In contrast, plaintiff asserts that she was satisfactorily performing her duties and plaintiff points to Mr. Foard's April 15, 2014 recommendation that the defendant convert plaintiff to a full-time employee as proof. Plaintiff also supports her assertion with Mr. Foard's statements in an email to Mr. Vogel on April 15, 2014. He wrote, "[plaintiff] is very dedicated. She is proactive in working her claims and is very coachable." Doc. 54 at 24. Mr. Foard made these email statements before any of the four incidents defendant cites as support for its assertion that plaintiff was not satisfactorily performing her duties. But, if defendant could defeat plaintiff's prima facie case by articulating the reason given for later dismissing plaintiff, it would deny plaintiff "the opportunity to show that the reasons advanced by the defendant were pretextual." Horizon, 220 F.3d at 1193. In short, because plaintiff need only present some "credible evidence" that she was able to perform her duties satisfactorily, plaintiff has established the second prong of her prima facie case. Id. at 1194.

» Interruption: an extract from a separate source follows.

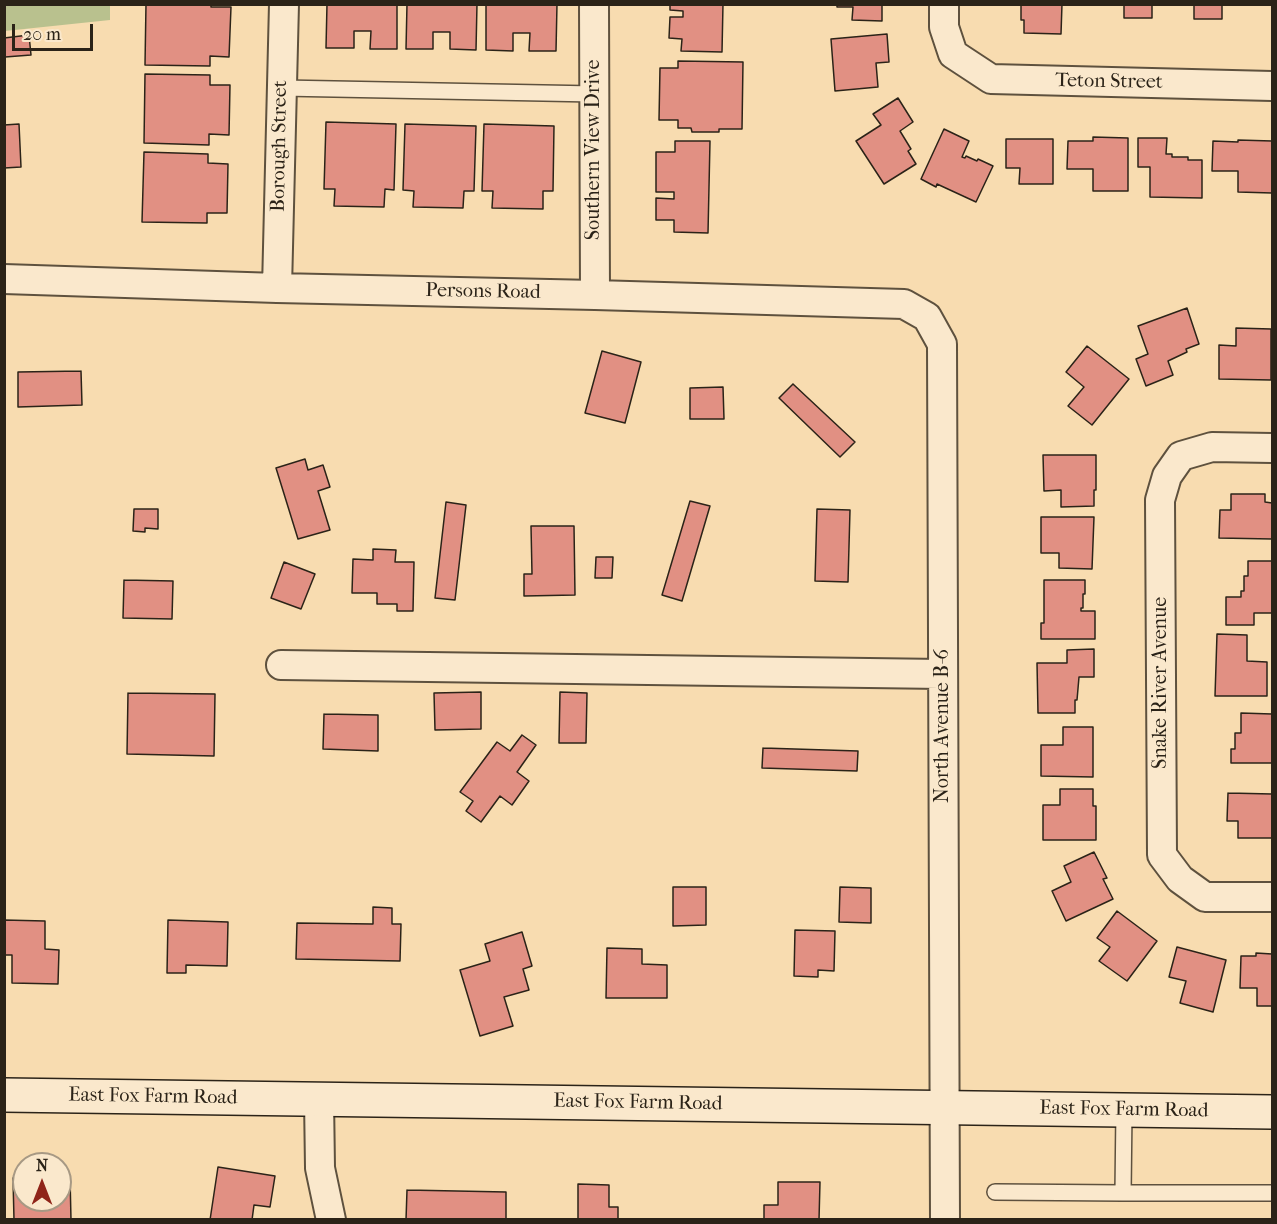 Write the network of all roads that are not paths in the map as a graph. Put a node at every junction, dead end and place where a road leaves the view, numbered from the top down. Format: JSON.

3. Whether Plaintiff's Alleged Discrimination Occurred under Circumstances that give Rise to an Inference of Unlawful Discrimination

The last prong of the prima facie case requires plaintiff to show that she has admissible evidence that the alleged discrimination occurred under circumstances giving rise to an inference of unlawful discrimination. Circumstantial proof can include "'suspicious timing, ambiguous statements oral or written, behavior toward or comments directed at other employees in the protected group, and other bits and pieces from which an inference of discriminatory intent might be drawn.'" Gudenkauf v. Stauffer Commc'ns, Inc., 922 F. Supp. 465, 471 (D. Kan. 1996) (citing Troupe v. May Dept. Stores Co., 20 F.3d 734, 735 (7th Cir. 1994)).

Defendant asserts that plaintiff has adduced no admissible evidence to support this prong because plaintiff's only support is her timeline—that Mr. Foard withdrew his request to convert her to full-time employment after she told him she was pregnant. Conversely, plaintiff asserts that an inference of unlawful discrimination is permissible because of the timeline. Plaintiff asserts she "suffered two distinct adverse employment actions"—Mr. Foard rescinding his recommendation to covert her to full-time employment and later, when defendant fired her. Both occurred after plaintiff told Mr. Foard that she was pregnant. Because timing is relevant circumstantial evidence under the McDonnell Douglas analysis, the court concludes that plaintiff has established the third prong of her prima facie case.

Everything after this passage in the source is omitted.